According to the plan, the draft budget for 2026 must be submitted to the Russian National Assembly on September 29. Budget content, from defense spending to social welfare, is prepared in advance between the government and the president, so it is unlikely to have major changes in future official discussions.
Analysts believe that if VAT is increased, Russia's budget deficit in 2026 could fall sharply compared to expectations, as VAT currently accounts for about 37% of the total federal budget revenue in 2024.
The Russian Finance Ministry affirmed that it will comply with the "budgetary rule" - accordingly, the revenue exceeding the target oil price (currently about 60 USD/barrel) is spent on the financial reserve fund. This fund currently has about 4,000 billion rubles (48 billion USD) in liquidity to use if needed.

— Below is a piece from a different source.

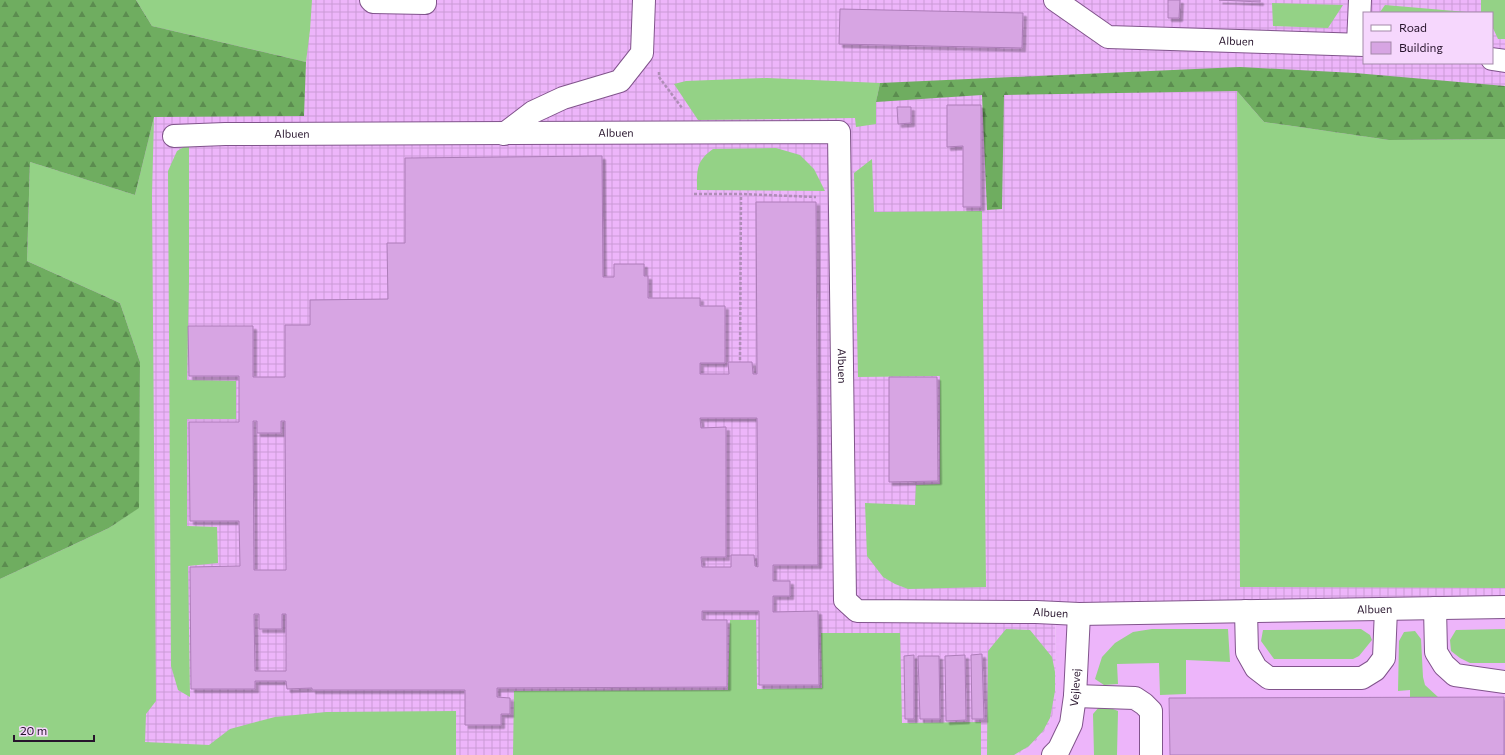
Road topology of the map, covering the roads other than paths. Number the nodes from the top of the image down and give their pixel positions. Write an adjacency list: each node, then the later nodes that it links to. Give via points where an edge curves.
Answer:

Experts warn that although the economy is still growing, the pace has slowed down significantly - GDP this year is expected to be only about 1-1.5% compared to more than 4% last year. Inflation remains above 8%, central bank's key interest rate is 17%, causing borrowing costs and repayment burden to increase.
Meanwhile, former President Dmitry Medvedev - now deputy head of the Security Council - described the 2026 budget as a war-time budget, stressing that social spending, especially supporting veterans, must be protected despite great financial pressure.
Russia is facing a major shift in financial policy: If it does not increase taxes or find new sources of income, the budget deficit will exceed expectations and could affect domestic economic stability - especially as the conflict with Ukraine continues to persist and defense costs continue to be a heavy burden.